Lipid-lowering treatment is a part of prevention and treatment of vascular diseases caused by atherosclerosis. We need new strategies for modifying plasma lipoprotein levels in the light of new findings that reduce target lipid levels further lower, as well as the growing population of patients for whom existing treatments cannot be offered.
The spectrum of existing drugs (new statins) is widening, pharmacological treatments (recombinant lipoproteins-bound statins), improved forms of established drugs (selective PPARα receptor modulators) are coming. The new procedures include fixed combinations of established drugs improving adherence and intensifying lipid modifying effects (statin + ezetimibe).

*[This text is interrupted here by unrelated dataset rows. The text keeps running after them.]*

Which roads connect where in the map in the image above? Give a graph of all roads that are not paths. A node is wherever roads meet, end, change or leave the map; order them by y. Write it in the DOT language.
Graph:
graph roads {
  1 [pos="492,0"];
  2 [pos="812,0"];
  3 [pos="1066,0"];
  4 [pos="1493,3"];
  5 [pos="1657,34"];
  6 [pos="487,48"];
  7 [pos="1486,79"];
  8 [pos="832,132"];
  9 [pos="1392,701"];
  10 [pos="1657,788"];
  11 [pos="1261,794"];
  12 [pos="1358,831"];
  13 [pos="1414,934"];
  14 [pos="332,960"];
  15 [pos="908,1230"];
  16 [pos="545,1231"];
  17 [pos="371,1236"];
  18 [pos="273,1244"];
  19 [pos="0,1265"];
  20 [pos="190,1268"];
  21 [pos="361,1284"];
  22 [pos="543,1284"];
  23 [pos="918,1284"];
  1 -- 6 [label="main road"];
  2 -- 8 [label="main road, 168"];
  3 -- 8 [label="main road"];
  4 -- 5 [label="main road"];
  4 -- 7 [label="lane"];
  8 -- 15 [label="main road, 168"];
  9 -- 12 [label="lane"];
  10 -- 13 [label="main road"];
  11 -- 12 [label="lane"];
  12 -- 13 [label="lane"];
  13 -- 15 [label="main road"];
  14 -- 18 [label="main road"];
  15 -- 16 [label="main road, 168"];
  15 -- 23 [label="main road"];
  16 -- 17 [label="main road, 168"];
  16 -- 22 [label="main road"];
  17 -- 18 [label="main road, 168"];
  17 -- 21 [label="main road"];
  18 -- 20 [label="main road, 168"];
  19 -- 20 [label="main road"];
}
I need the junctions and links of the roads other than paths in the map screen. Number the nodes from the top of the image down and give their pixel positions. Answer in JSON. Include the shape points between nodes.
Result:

The portfolio of lipid-lowering therapies today also includes monoclonal antibodies against PCSK9 (PCSK9 inhibitors). The main direction of future development is biotechnology using the principle of so-called antisense therapy, i.e. the use of specific oligonucleotide sequences blocking the translation of the selected protein.

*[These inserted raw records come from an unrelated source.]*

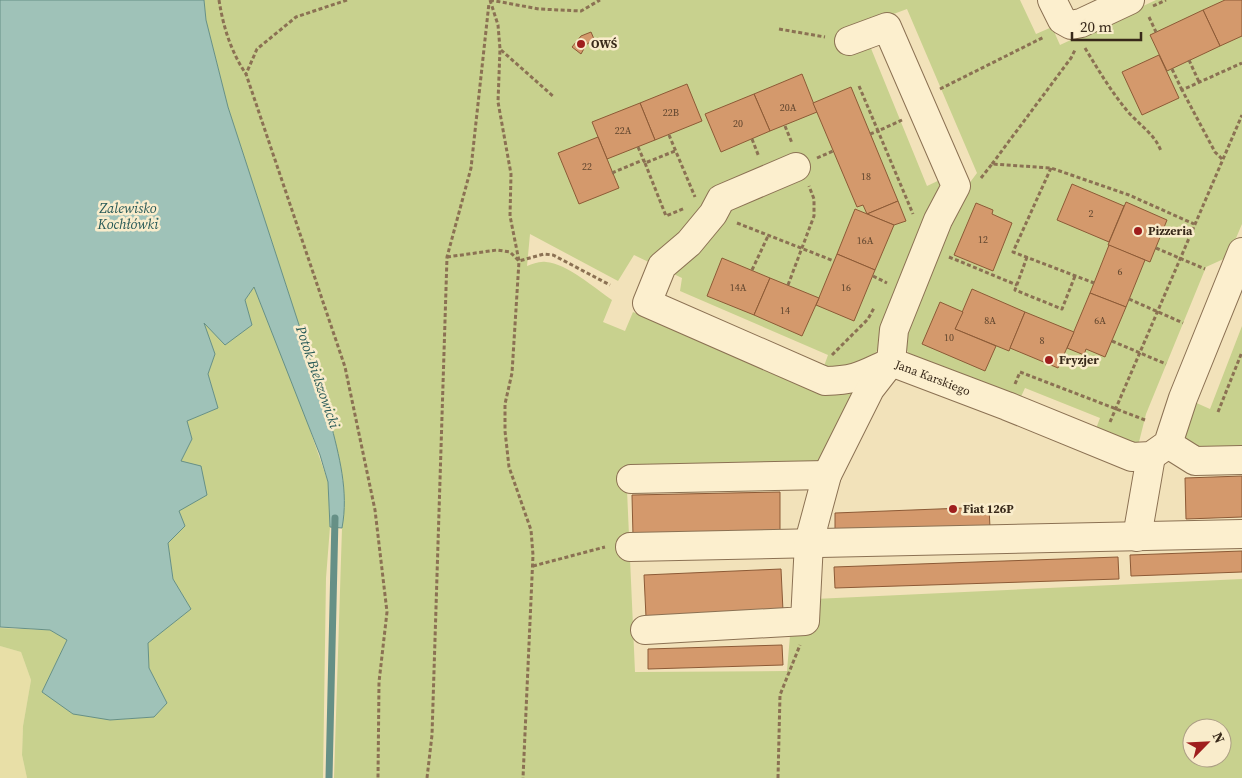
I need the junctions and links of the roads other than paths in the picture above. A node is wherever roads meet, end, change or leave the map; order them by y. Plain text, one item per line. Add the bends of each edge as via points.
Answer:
1 (1130, 0) edge
2 (1069, 21) edge
3 (849, 41) road end
4 (796, 167) road end
5 (1242, 252) edge
6 (891, 362) junction
7 (1160, 450) junction
8 (1242, 460) edge
9 (827, 475) junction
10 (631, 479) dead end
11 (1242, 534) edge
12 (1137, 537) junction
13 (809, 542) junction
14 (630, 547) road end
15 (645, 630) dead end

1 - 2 street
3 - 6 street via 887,27 956,186 938,220 894,330
4 - 6 street, Jana Karskiego via 721,199 713,214 688,243 662,266 647,303 825,381 863,377
5 - 7 street
6 - 7 street, Jana Karskiego via 1132,457
6 - 9 street via 870,389
7 - 8 street via 1195,461
7 - 12 street
9 - 10 street
9 - 13 street
11 - 12 street
12 - 13 street
13 - 14 street
13 - 15 street via 805,621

These novel therapies targeting, for example, apolipoprotein B, apolipoprotein CIII, or lipoprotein(a) are in various stages of clinical trials. A simi-lar (but not identical) principle is the use of RNA silencing - interference with gene expression using short sequences of double-stranded RNA (e.g. inclisiran siRNA against PCSK9).
Innovations in the field of hypolipidemic pharmacotherapy in our country may also be inhibitors of microsomal triglyceride transfer protein (approved for use in homozygotes for familial hypercholesterolemia and experimentally also for familial chylomicronemia). The small molecule ATP citrate lyase inhibitor, bempedoic acid, decreases LDL-C by a further 20 % over and above the reduction achievable by a statin.
In a broader sense, the novelty of hypolipidemic pharmacotherapy includes treatment options for some rare metabolic diseases (eg. enzyme replacement therapy for acid lysosomal lipase deficiency) manifested by lipoprotein metabolism abnormalities. All these new directions must aim at the common main goal of reducing the incidence of cardiovascular and gastrointestinal complications of dyslipidemia.
Clinical research also aims to prove these effects.